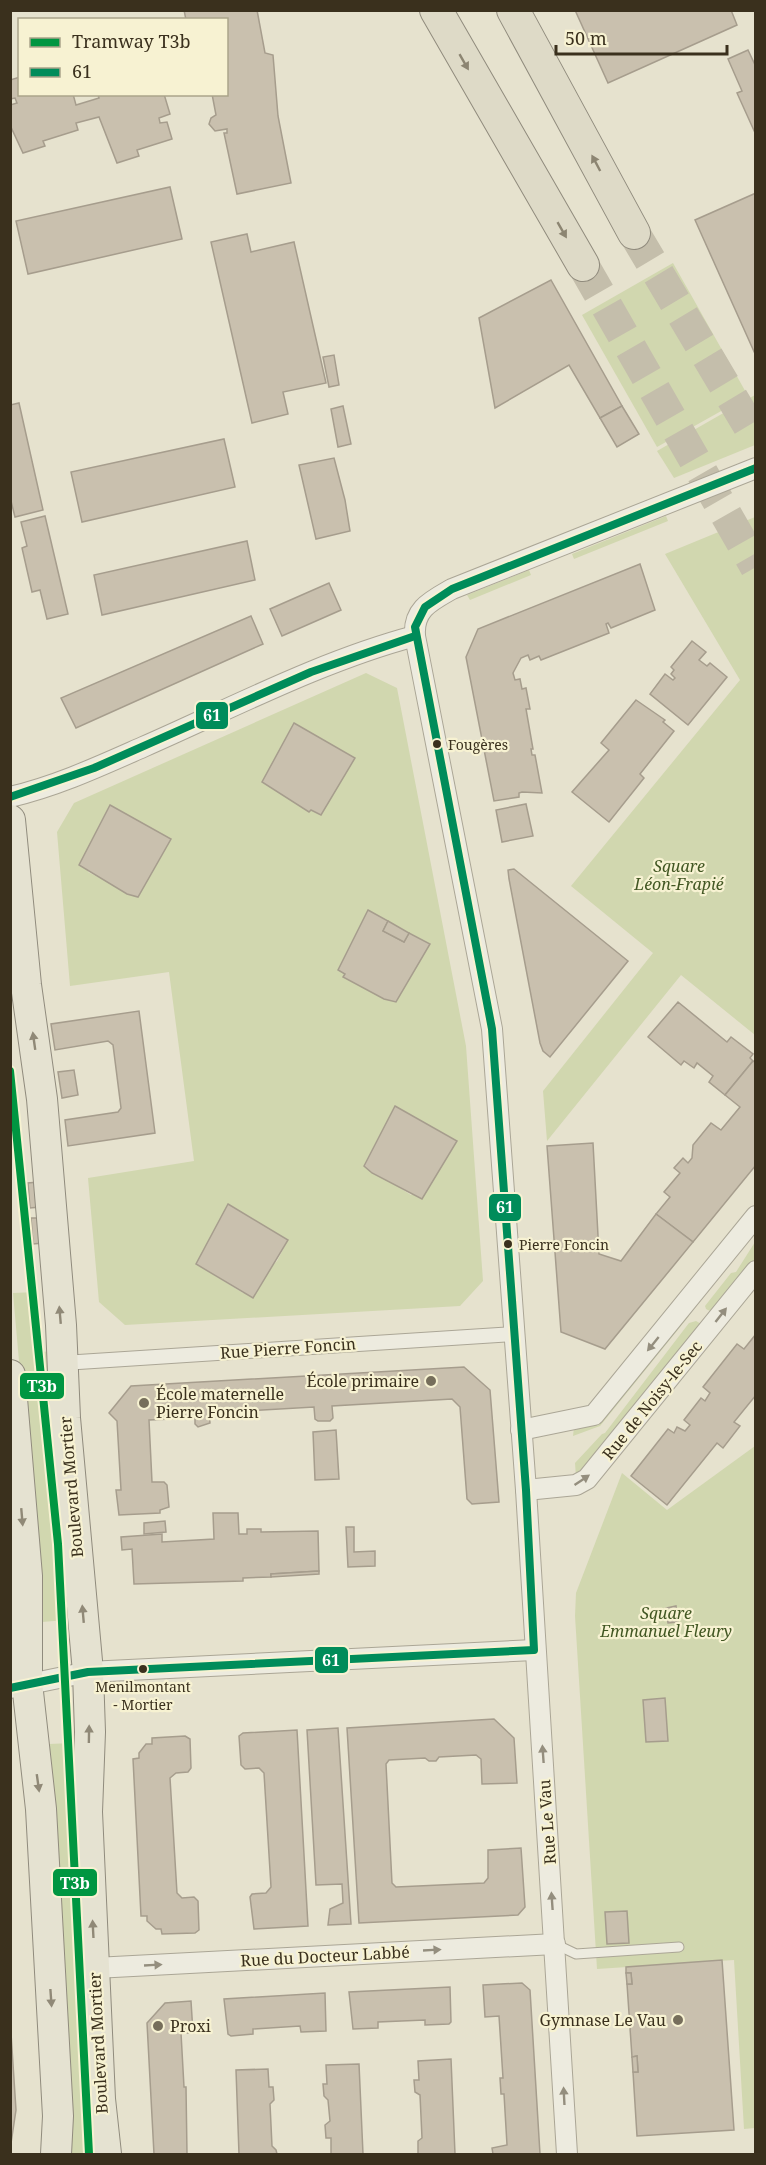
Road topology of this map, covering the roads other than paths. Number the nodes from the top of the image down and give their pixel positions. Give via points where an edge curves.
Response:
1 (436, 10) edge
2 (513, 10) edge
3 (634, 233) tunnel mouth
4 (583, 265) tunnel mouth
5 (756, 468) edge
6 (415, 636) junction
7 (10, 797) edge
8 (10, 820) edge
9 (756, 1216) edge
10 (756, 1271) edge
11 (514, 1334) junction
12 (63, 1363) junction
13 (10, 1376) edge
14 (12, 1418) edge
15 (522, 1430) junction
16 (526, 1490) junction
17 (19, 1577) edge
18 (534, 1650) junction
19 (88, 1672) junction
20 (19, 1686) edge
21 (555, 1944) junction
22 (679, 1947) dead end
23 (94, 1968) junction
24 (56, 2154) edge
25 (106, 2154) edge
26 (567, 2154) edge

1 -> 4 highway
3 -> 2 highway
5 - 6 street via 452,589 424,606 416,618
6 - 7 street via 338,662 102,766
6 - 11 street, Rue Le Vau via 492,1029
12 -> 8 main road, Boulevard Mortier via 42,1099
9 -> 15 street, Rue de Noisy-le-Sec via 594,1415
16 -> 10 street, Rue de Noisy-le-Sec via 576,1485 586,1479
11 - 12 street, Rue Pierre Foncin
11 - 15 street, Rue Le Vau
19 -> 12 main road, Boulevard Mortier
13 - 14 main road
14 -> 17 main road
15 - 16 street, Rue Le Vau
16 - 18 street, Rue Le Vau
17 - 20 main road
18 - 19 street
21 -> 18 street, Rue Le Vau
19 - 20 street
23 -> 19 main road, Boulevard Mortier via 87,1812
20 -> 24 main road via 41,1809 58,2116
21 - 22 lane via 576,1954
23 -> 21 street, Rue du Docteur Labbé
26 -> 21 street, Rue Le Vau
23 - 25 main road, Boulevard Mortier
----
§ **Problem statement**:
The answer must repeat every record exactly, with all pictures left out.

§ **Expected answer**:
Road topology of this map, covering the roads other than paths. Number the nodes from the top of the image down and give their pixel positions. Give via points where an edge curves.
Response:
1 (436, 10) edge
2 (513, 10) edge
3 (634, 233) tunnel mouth
4 (583, 265) tunnel mouth
5 (756, 468) edge
6 (415, 636) junction
7 (10, 797) edge
8 (10, 820) edge
9 (756, 1216) edge
10 (756, 1271) edge
11 (514, 1334) junction
12 (63, 1363) junction
13 (10, 1376) edge
14 (12, 1418) edge
15 (522, 1430) junction
16 (526, 1490) junction
17 (19, 1577) edge
18 (534, 1650) junction
19 (88, 1672) junction
20 (19, 1686) edge
21 (555, 1944) junction
22 (679, 1947) dead end
23 (94, 1968) junction
24 (56, 2154) edge
25 (106, 2154) edge
26 (567, 2154) edge

1 -> 4 highway
3 -> 2 highway
5 - 6 street via 452,589 424,606 416,618
6 - 7 street via 338,662 102,766
6 - 11 street, Rue Le Vau via 492,1029
12 -> 8 main road, Boulevard Mortier via 42,1099
9 -> 15 street, Rue de Noisy-le-Sec via 594,1415
16 -> 10 street, Rue de Noisy-le-Sec via 576,1485 586,1479
11 - 12 street, Rue Pierre Foncin
11 - 15 street, Rue Le Vau
19 -> 12 main road, Boulevard Mortier
13 - 14 main road
14 -> 17 main road
15 - 16 street, Rue Le Vau
16 - 18 street, Rue Le Vau
17 - 20 main road
18 - 19 street
21 -> 18 street, Rue Le Vau
19 - 20 street
23 -> 19 main road, Boulevard Mortier via 87,1812
20 -> 24 main road via 41,1809 58,2116
21 - 22 lane via 576,1954
23 -> 21 street, Rue du Docteur Labbé
26 -> 21 street, Rue Le Vau
23 - 25 main road, Boulevard Mortier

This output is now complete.